We developed a new R package, tidytext (Silge and Robinson 2016), because we were familiar with many methods for data wrangling and visualization, but couldn’t easily apply these same methods to text. We found that using tidy data principles can make many text mining tasks easier, more effective, and consistent with tools already in wide use. By treating text as data frames of words, we can manipulate, summarize, and visualize the characteristics of text easily and integrate natural language processing into effective workflows we were already using.
The tools provided by the tidytext package are relatively simple; what is important is the possible applications. Thus, this book provides compelling examples of real text mining problems.
Really comprehensive book about text mining with R and tidy. While it is understood that some R and tidy knowledge are required to work out the examples of the book, at around the TF/IDF chapter I started to feel that I was spending more time checking out google to see what that specific R function was doing, than to fully grasp the theoretical concepts applied to the cases. That made me lose interest and wanting to find other references. But I finally found the time to finish it and I have to say that all in all, this is a good book to see how to handle basic-to-medium use cases of text mining with R. I believe it may become a reference book for me when trying to work out my own datasets.
Great code examples! Easy to emulate, shows the necessary data cleaning and preprocessing and gives good tips for what to do in other contexts. You'll need to be already familiar with R and the dplyr package to get anything out of this book, though.
If you don't know R or dplyr and want to jump straight in to natural language processing, I'd instead recommend starting with the vignettes for the tm or quanteda packages.
It covers the basics (sentiment analysis, tf-idf, n-gram, topic modelling, and visualization) well and the chapters on case studies are pretty helpful. The use of literature (Jane Austen's novels and more) as data also makes it more engaging to a literary minded reader.
It's just when the author says "slightly familiar with dplyr and ggplot2" on the preface, she means she is not going to explain any codes relating to these two packages. Compared to all those annotated-line-by-line codes in other online tutorials, this book may not be that accessible to a beginner.
On topic modelling, you may want to google how to determine the number of topics as more systematic approaches to such determination are not covered.
Disclaimer: I am not an expert on text mining, but I do have ~8 years of data science experience.
This was a very nice introduction to doing it in R, and the examples were very interesting too. In general, I recommend books by these authors.
My only complaint is that they did not go into details about how they scraped Twitter posts. The API is quite annoying and limited, so one might have to do some regular webscraping.
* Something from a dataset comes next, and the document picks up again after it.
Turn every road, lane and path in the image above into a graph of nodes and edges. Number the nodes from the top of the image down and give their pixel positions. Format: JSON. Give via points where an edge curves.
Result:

Guess I should read a textbook on that next.
I enjoyed working through the book but it is a bit dated at this point and has some areas that are not functioning due to outdated packages. At times I had to go to the website and then review what they had updated on website. Also there are times where they don’t have code set up for a user to actually execute it. For example, the code related to the twitter files were a bit confusing. I had to go to the github repository to actually download the data and this should have been explained since the book really is a mixture of coding and commentary.
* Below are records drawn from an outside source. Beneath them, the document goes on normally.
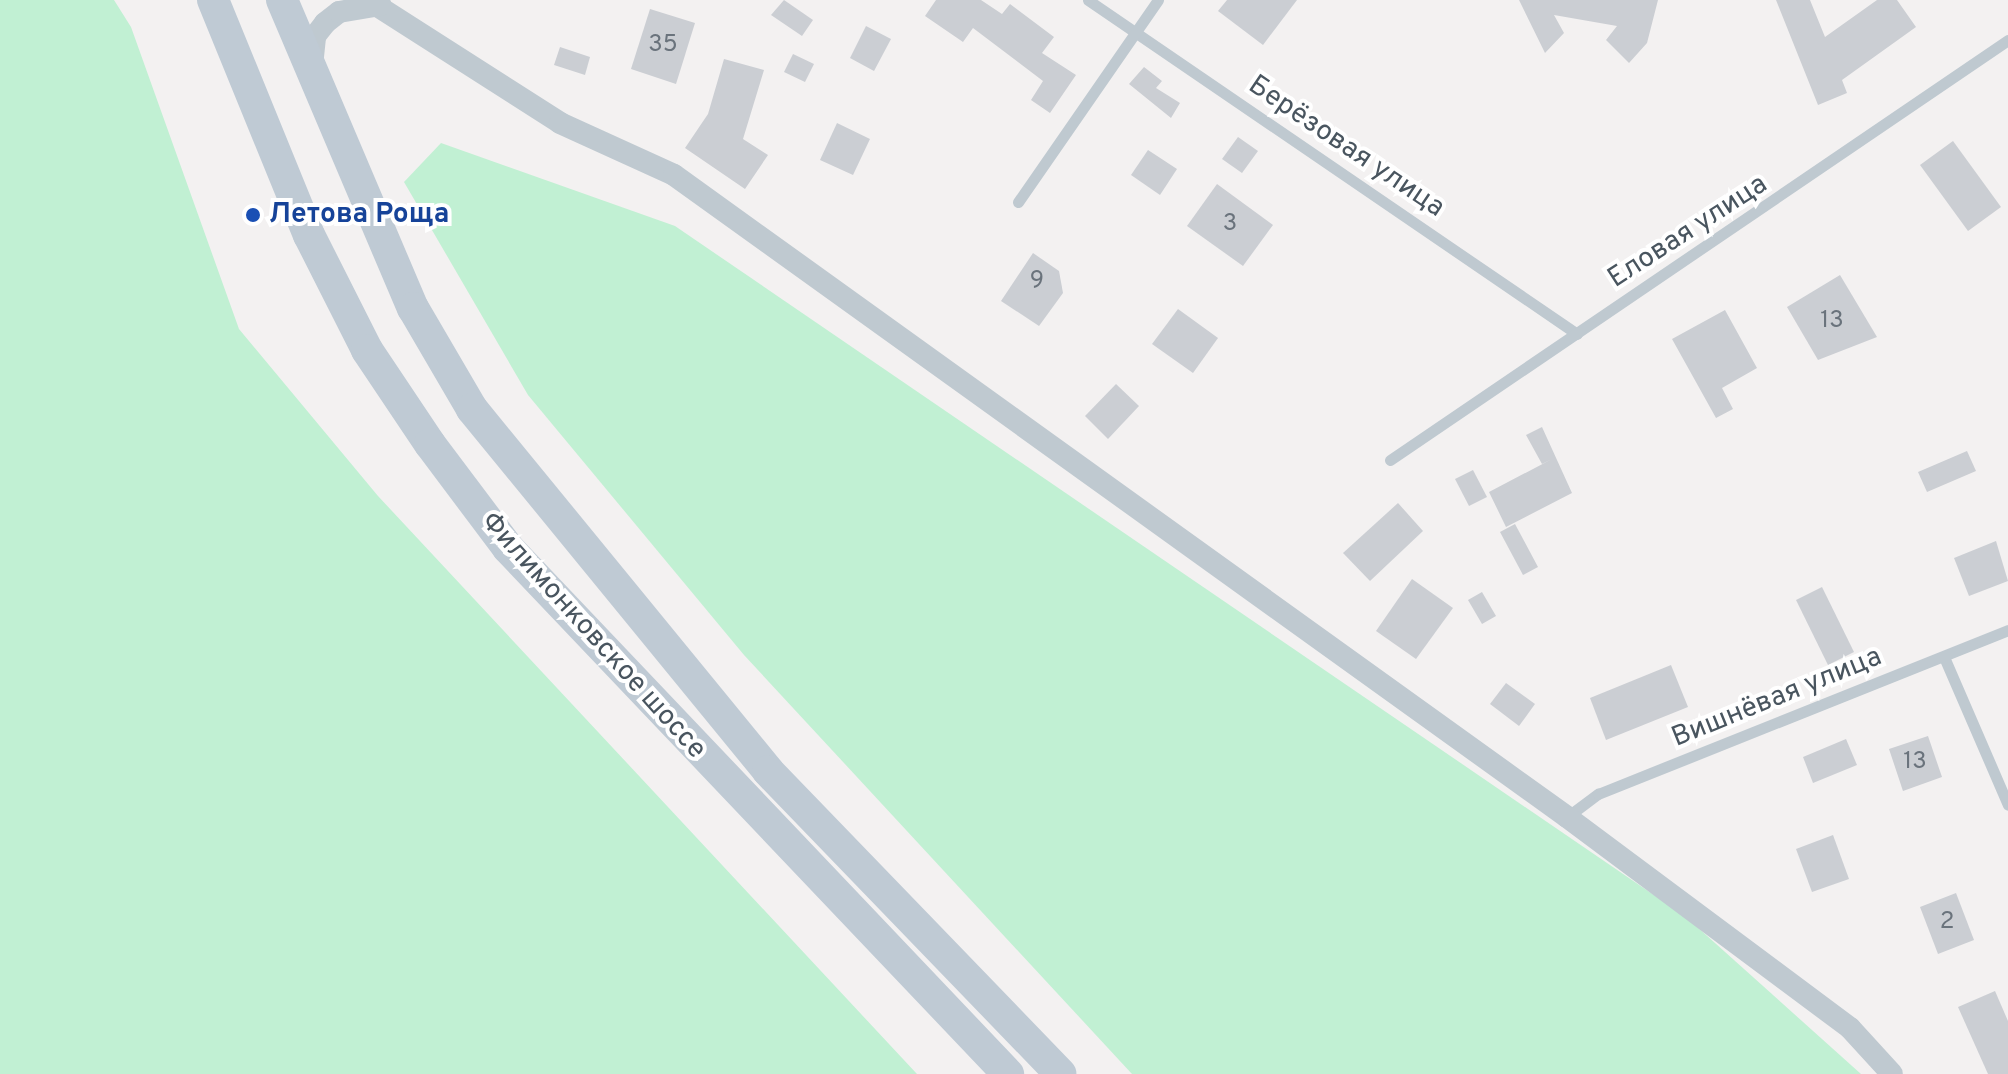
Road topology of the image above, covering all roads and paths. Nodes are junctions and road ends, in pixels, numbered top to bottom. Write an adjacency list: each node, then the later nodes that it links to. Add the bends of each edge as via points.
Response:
1 (213, 0): 16 (main road, Филимонковское шоссе, via 309,235 367,350 430,444 508,548)
2 (282, 0): 8 (main road, Филимонковское шоссе)
3 (1088, 0): 6 (lane, Берёзовая улица)
4 (1158, 0): 6 (lane)
5 (374, 3): 8 (street, via 339,12 325,23 315,36); 15 (street, via 560,123 674,175)
6 (1135, 32): 9 (lane); 10 (lane, Берёзовая улица)
7 (2008, 40): 10 (lane, Еловая улица)
8 (312, 81): 17 (main road, Филимонковское шоссе, via 413,308 472,409 768,771)
9 (1018, 202)
10 (1577, 334): 11 (lane, Еловая улица)
11 (1390, 460)
12 (2008, 630): 13 (lane, Вишнёвая улица)
13 (1944, 657): 14 (lane); 15 (lane, Вишнёвая улица, via 1598,794)
14 (2008, 805)
15 (1567, 817): 18 (street, via 1850,1028)
16 (1008, 1074)
17 (1061, 1074)
18 (1892, 1074)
Although this book is no longer the most up-to-date book on text mining. I really like a lot of the plots (ggplots) in this book, in particular for exploratory analysis. You can inspect the outputs at each stage, and visuals are great ways to make sense of the text data and communicate your findings. I will definitely reuse the plots in this book for further work.
The examples are interesting and very easy to follow. If you have any problem applying the techniques to your data set, just a quick search would lead you to the solutions!
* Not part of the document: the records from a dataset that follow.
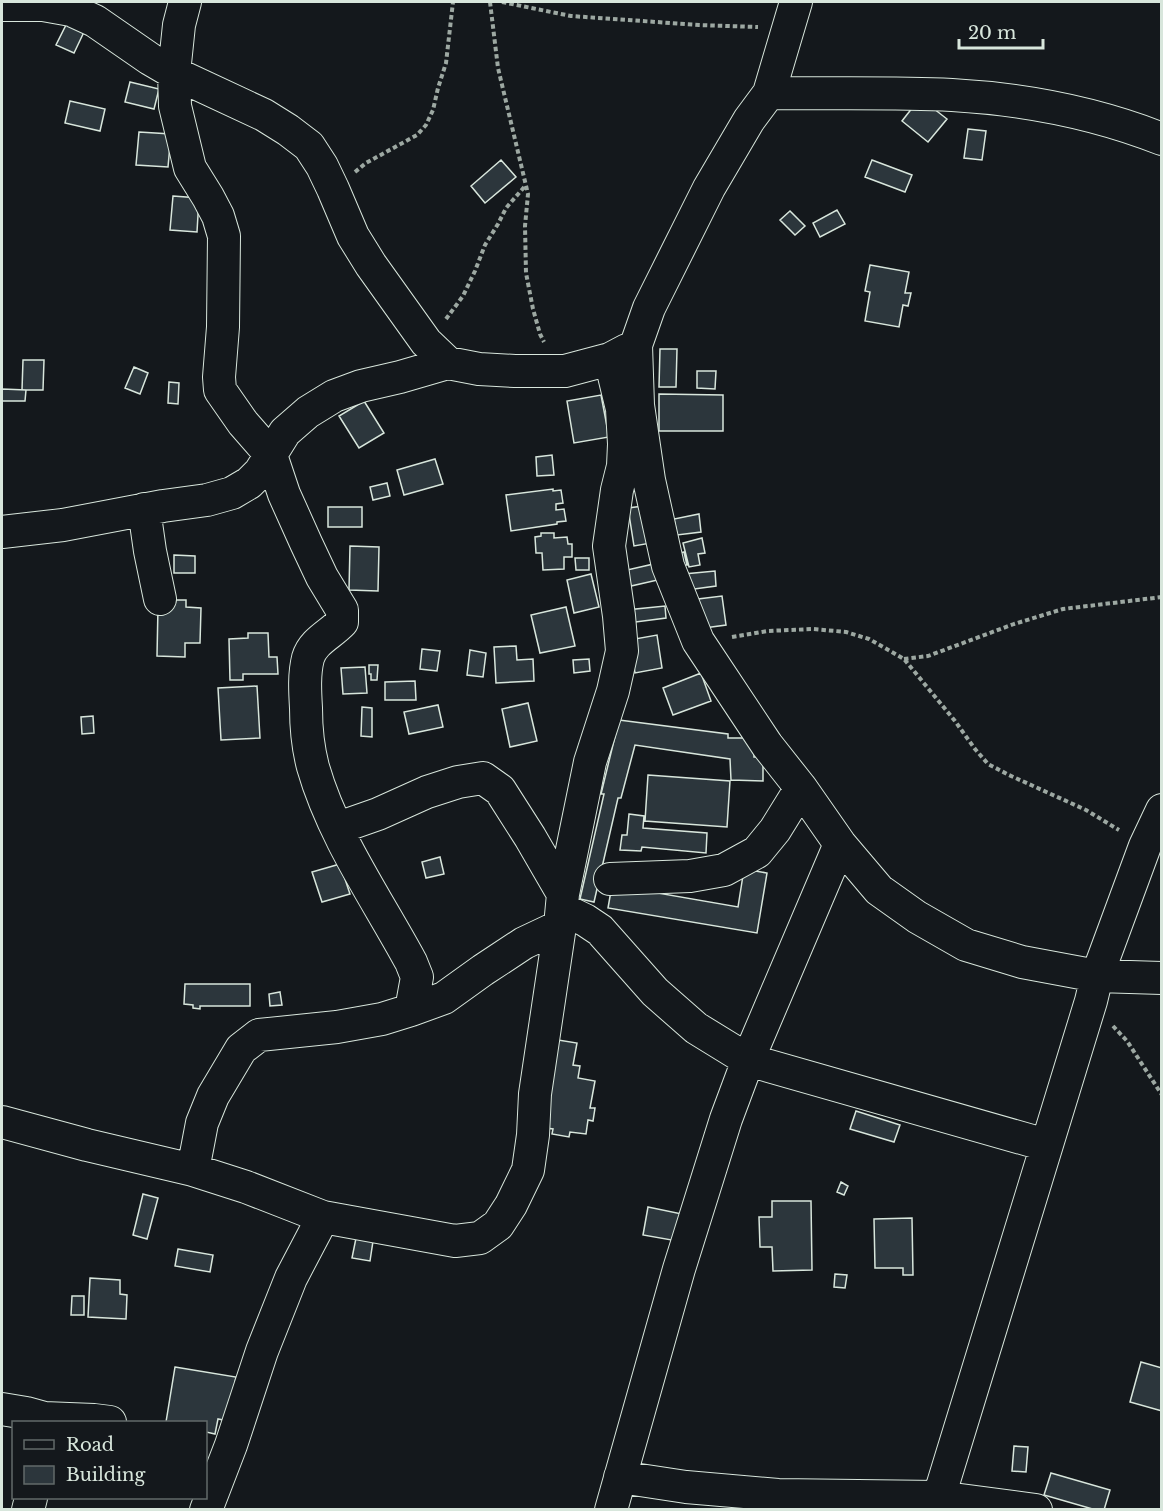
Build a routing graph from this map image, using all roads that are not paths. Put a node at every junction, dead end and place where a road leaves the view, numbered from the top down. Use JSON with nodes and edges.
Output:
{"nodes":[{"id":1,"x":185,"y":2,"type":"edge"},
{"id":2,"x":2,"y":5,"type":"edge"},
{"id":3,"x":793,"y":14,"type":"edge"},
{"id":4,"x":174,"y":73,"type":"junction"},
{"id":5,"x":769,"y":93,"type":"junction"},
{"id":6,"x":1161,"y":139,"type":"edge"},
{"id":7,"x":437,"y":352,"type":"junction"},
{"id":8,"x":623,"y":352,"type":"junction"},
{"id":9,"x":271,"y":455,"type":"junction"},
{"id":10,"x":144,"y":509,"type":"junction"},
{"id":11,"x":2,"y":532,"type":"edge"},
{"id":12,"x":160,"y":599,"type":"dead end"},
{"id":13,"x":801,"y":788,"type":"junction"},
{"id":14,"x":1161,"y":810,"type":"edge"},
{"id":15,"x":338,"y":828,"type":"junction"},
{"id":16,"x":840,"y":844,"type":"junction"},
{"id":17,"x":610,"y":879,"type":"dead end"},
{"id":18,"x":562,"y":910,"type":"junction"},
{"id":19,"x":1161,"y":978,"type":"edge"},
{"id":20,"x":1094,"y":989,"type":"junction"},
{"id":21,"x":411,"y":1010,"type":"junction"},
{"id":22,"x":748,"y":1060,"type":"junction"},
{"id":23,"x":2,"y":1122,"type":"edge"},
{"id":24,"x":1046,"y":1145,"type":"junction"},
{"id":25,"x":193,"y":1170,"type":"junction"},
{"id":26,"x":323,"y":1217,"type":"junction"},
{"id":27,"x":2,"y":1409,"type":"edge"},
{"id":28,"x":44,"y":1420,"type":"edge"},
{"id":29,"x":102,"y":1421,"type":"edge"},
{"id":30,"x":218,"y":1443,"type":"edge"},
{"id":31,"x":620,"y":1477,"type":"junction"},
{"id":32,"x":936,"y":1503,"type":"edge"},
{"id":33,"x":206,"y":1509,"type":"edge"},
{"id":34,"x":611,"y":1509,"type":"edge"},
{"id":35,"x":1036,"y":1509,"type":"edge"}],
"edges":[{"from":1,"to":4,"type":"street"},
{"from":2,"to":4,"type":"street"},
{"from":3,"to":5,"type":"street"},
{"from":4,"to":7,"type":"street"},
{"from":4,"to":9,"type":"street"},
{"from":5,"to":6,"type":"street"},
{"from":5,"to":8,"type":"street"},
{"from":7,"to":8,"type":"street"},
{"from":7,"to":9,"type":"street"},
{"from":8,"to":13,"type":"street"},
{"from":8,"to":18,"type":"street"},
{"from":9,"to":10,"type":"street"},
{"from":9,"to":15,"type":"street"},
{"from":10,"to":11,"type":"street"},
{"from":10,"to":12,"type":"street"},
{"from":13,"to":16,"type":"street"},
{"from":13,"to":17,"type":"street"},
{"from":14,"to":20,"type":"street"},
{"from":15,"to":18,"type":"street"},
{"from":15,"to":21,"type":"street"},
{"from":16,"to":20,"type":"street"},
{"from":16,"to":22,"type":"street"},
{"from":18,"to":21,"type":"street"},
{"from":18,"to":22,"type":"street"},
{"from":18,"to":26,"type":"street"},
{"from":19,"to":20,"type":"street"},
{"from":20,"to":24,"type":"street"},
{"from":21,"to":25,"type":"street"},
{"from":22,"to":24,"type":"street"},
{"from":22,"to":31,"type":"street"},
{"from":23,"to":25,"type":"street"},
{"from":24,"to":32,"type":"street"},
{"from":25,"to":26,"type":"street"},
{"from":26,"to":30,"type":"street"},
{"from":27,"to":28,"type":"street"},
{"from":28,"to":29,"type":"street"},
{"from":30,"to":33,"type":"street"},
{"from":31,"to":32,"type":"street"},
{"from":31,"to":34,"type":"street"},
{"from":32,"to":35,"type":"street"}]}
Excellent coverage of taking a tidy approach to text analysis, with a generous number of worked examples. The one drawback is that much of the code used requires at least an intermediate-level working knowledge of R.
Good overview of the tidytext library in R. Note the end-all of text analyses, but a good place to begin. I now need to get something to do some analyses on...
Awesome book - with great step by step code to follow. The author's clearly explain analytical questions and walk through their analysis. Its so good I read it twice.